Just to be clear, I *agree* with you that a software firewall that runs on the same host as the application is a bad solution. But if the application runs on a virtual machine you have isolated the application's code and the kernel associated with it from the OS that runs the firewall.
Can you imagine a driver that runs as a rootkit trojan in a virtual machine, that then exploits a processor misfeature/bug to get into the memory space of the host OS? Probably yes. Will they prevent that eventually by some capability in the processors? Probably. In any case, it's a lot more secure to isolate the application in a virtual machine than to run it in the same application space as the firewall. You open up lots of possible tricks to work around the firewall.

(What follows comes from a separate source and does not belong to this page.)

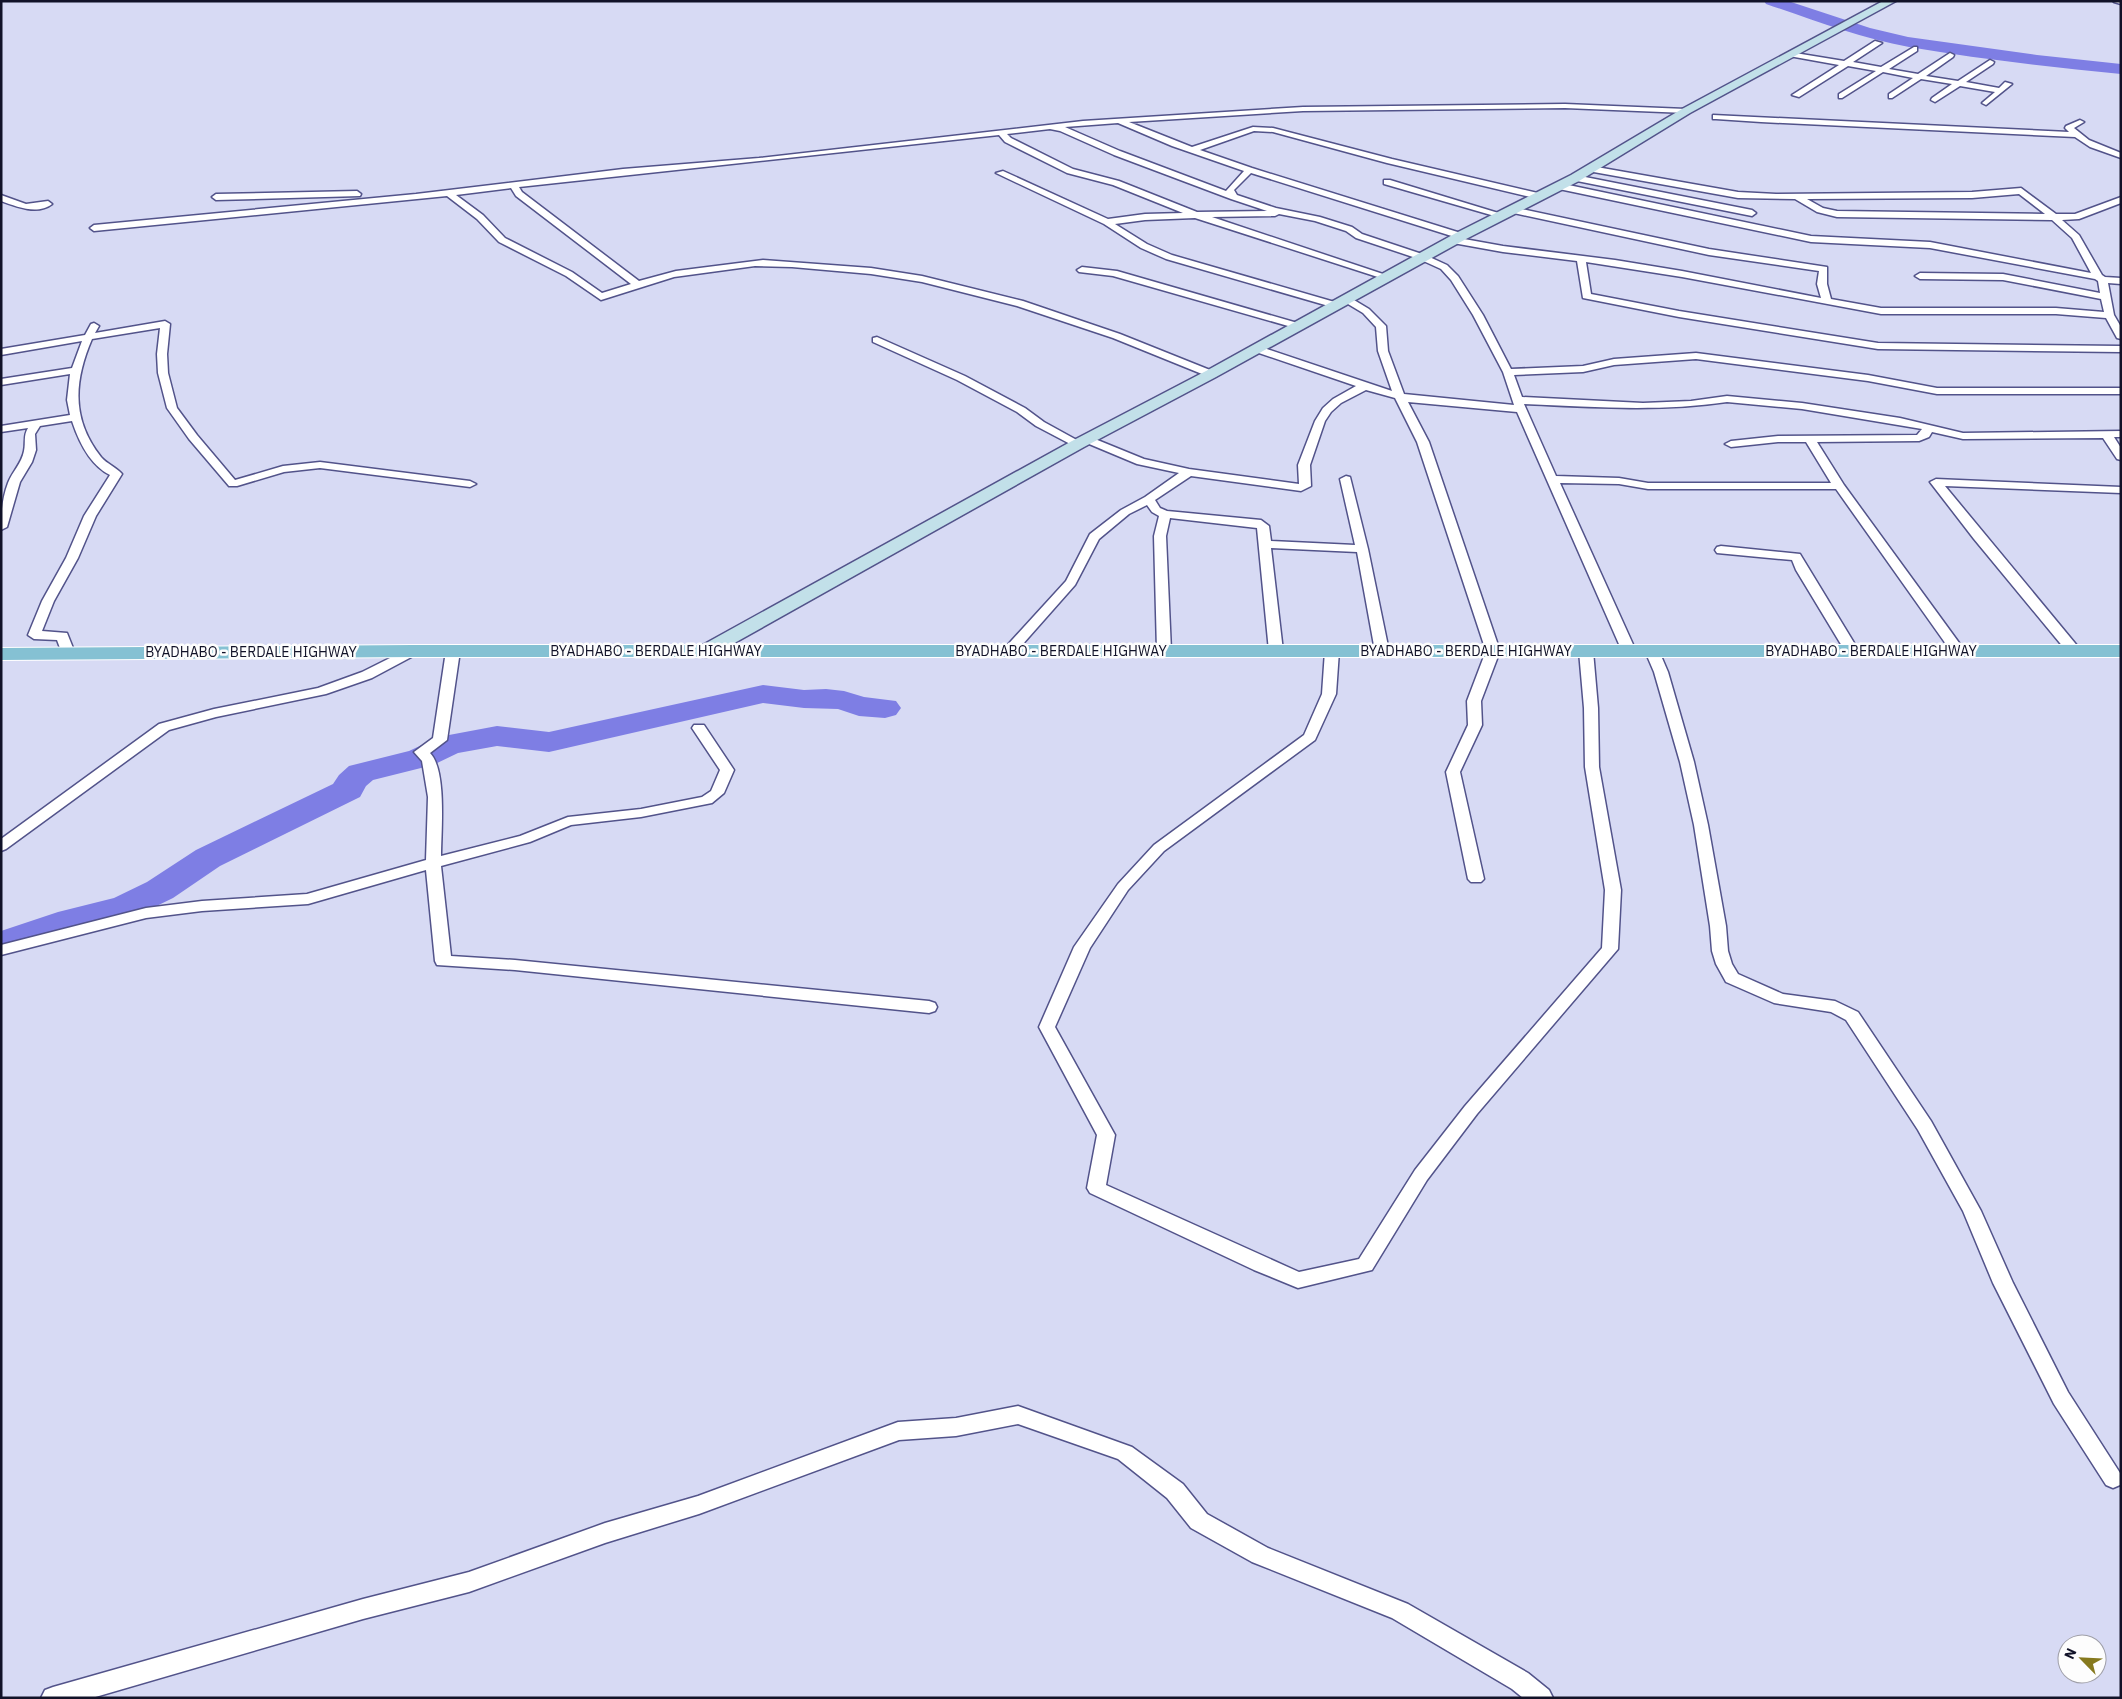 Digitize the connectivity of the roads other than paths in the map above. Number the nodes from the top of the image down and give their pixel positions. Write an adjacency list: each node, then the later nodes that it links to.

I don't know what the real risks are, but my own subjective guess would be that if you have a properly configured firewall, and then introduce a rootkit trojan onto the host that runs the application you are firewalling, you have these percent chances of having the firewall stop its activity:
Approach 1: Software based firewall like ZoneAlarm: 90% chance that the Trojan bypasses the firewall completely.
Approach 2: Isolate the application into a virtual machine and the virtual machine gets the infection: 10% chance that the Trojan bypasses the firewall completely.
Approach 3: Isolate the application onto a separate physical computer that is attached by a dedicated ethernet segment to a separate firewall: problem of the tow mechanisms not knowing the states of each other, so
Excellent and true, which is why you never use the NAT adapter.... You create virtual *private* networks, and connect those to a routing firewall that runs on the host computer.
If you have a VMWare installation, try to go create a virtual private ethernet by using the separate "Manage Virtual Networks" application. Nothing like adding six dedicated class C networks to a network and getting it all "wired up" in about 20 minutes.
If the return ACK from the original TCP SYN doesn't reach the host firewall within the timeout, then the packet is dropped. Why would it be otherwise?
If it was otherwise, then yes that would be a bad thing and it would be a bug in the firewall or possibly bad firewall rule design.
The virtual machine does not "see" the physical interface. The virtual machines don't share it. The host has exclusive view and use of the external interface, just like in any real firewall.